§ **Task statement**
Transcription, pictures excluded: write out the data below exactly.

(Records from a data source)
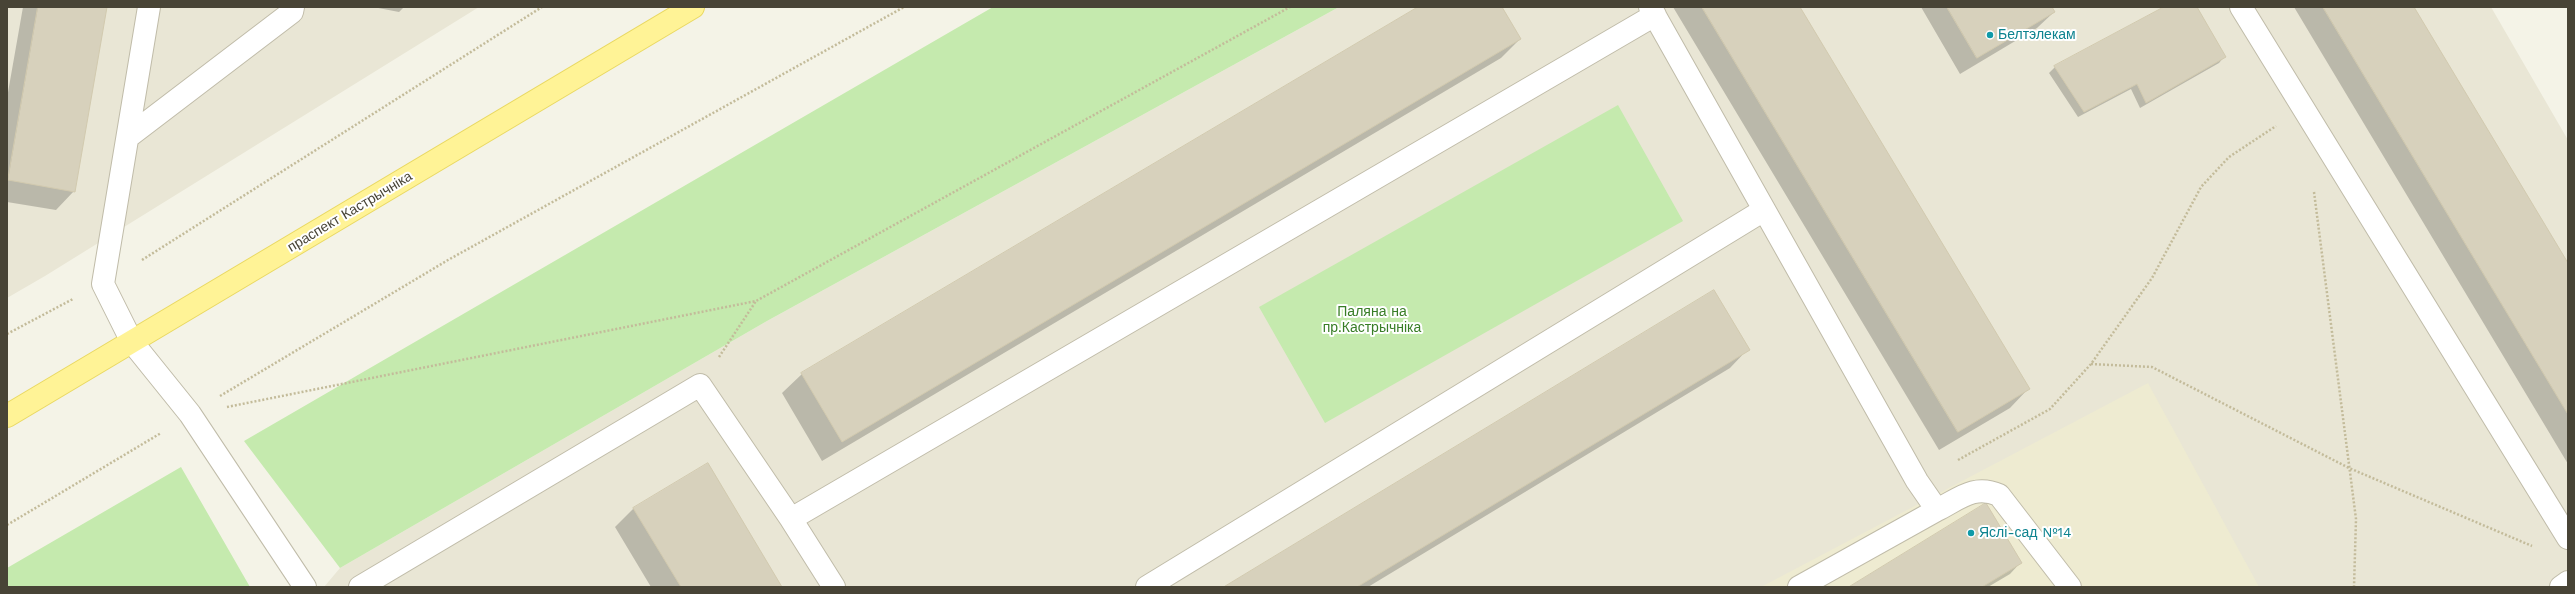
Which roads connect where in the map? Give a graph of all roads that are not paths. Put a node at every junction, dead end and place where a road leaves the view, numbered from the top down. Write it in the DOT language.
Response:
graph roads {
  1 [pos="150,7"];
  2 [pos="293,7"];
  3 [pos="693,7"];
  4 [pos="2241,7"];
  5 [pos="1652,11"];
  6 [pos="128,137"];
  7 [pos="1764,210"];
  8 [pos="132,342"];
  9 [pos="7,416"];
  10 [pos="1937,510"];
  11 [pos="791,520"];
  12 [pos="2568,538"];
  13 [pos="2568,582"];
  14 [pos="305,587"];
  15 [pos="360,587"];
  16 [pos="834,587"];
  17 [pos="1147,587"];
  18 [pos="1799,587"];
  19 [pos="2070,587"];
  20 [pos="2561,587"];
  1 -- 6 [label="lane"];
  2 -- 6 [label="lane"];
  3 -- 8 [label="main road, праспект Кастрычніка"];
  4 -- 12 [label="lane"];
  5 -- 7 [label="lane"];
  5 -- 11 [label="lane"];
  6 -- 8 [label="lane"];
  7 -- 10 [label="lane"];
  7 -- 17 [label="lane"];
  8 -- 9 [label="main road, праспект Кастрычніка"];
  8 -- 14 [label="lane"];
  10 -- 18 [label="lane"];
  10 -- 19 [label="lane"];
  11 -- 15 [label="lane"];
  11 -- 16 [label="lane"];
  13 -- 20 [label="lane"];
}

§ **Task result**
Which roads connect where in the map? Give a graph of all roads that are not paths. Put a node at every junction, dead end and place where a road leaves the view, numbered from the top down. Write it in the DOT language.
Response:
graph roads {
  1 [pos="150,7"];
  2 [pos="293,7"];
  3 [pos="693,7"];
  4 [pos="2241,7"];
  5 [pos="1652,11"];
  6 [pos="128,137"];
  7 [pos="1764,210"];
  8 [pos="132,342"];
  9 [pos="7,416"];
  10 [pos="1937,510"];
  11 [pos="791,520"];
  12 [pos="2568,538"];
  13 [pos="2568,582"];
  14 [pos="305,587"];
  15 [pos="360,587"];
  16 [pos="834,587"];
  17 [pos="1147,587"];
  18 [pos="1799,587"];
  19 [pos="2070,587"];
  20 [pos="2561,587"];
  1 -- 6 [label="lane"];
  2 -- 6 [label="lane"];
  3 -- 8 [label="main road, праспект Кастрычніка"];
  4 -- 12 [label="lane"];
  5 -- 7 [label="lane"];
  5 -- 11 [label="lane"];
  6 -- 8 [label="lane"];
  7 -- 10 [label="lane"];
  7 -- 17 [label="lane"];
  8 -- 9 [label="main road, праспект Кастрычніка"];
  8 -- 14 [label="lane"];
  10 -- 18 [label="lane"];
  10 -- 19 [label="lane"];
  11 -- 15 [label="lane"];
  11 -- 16 [label="lane"];
  13 -- 20 [label="lane"];
}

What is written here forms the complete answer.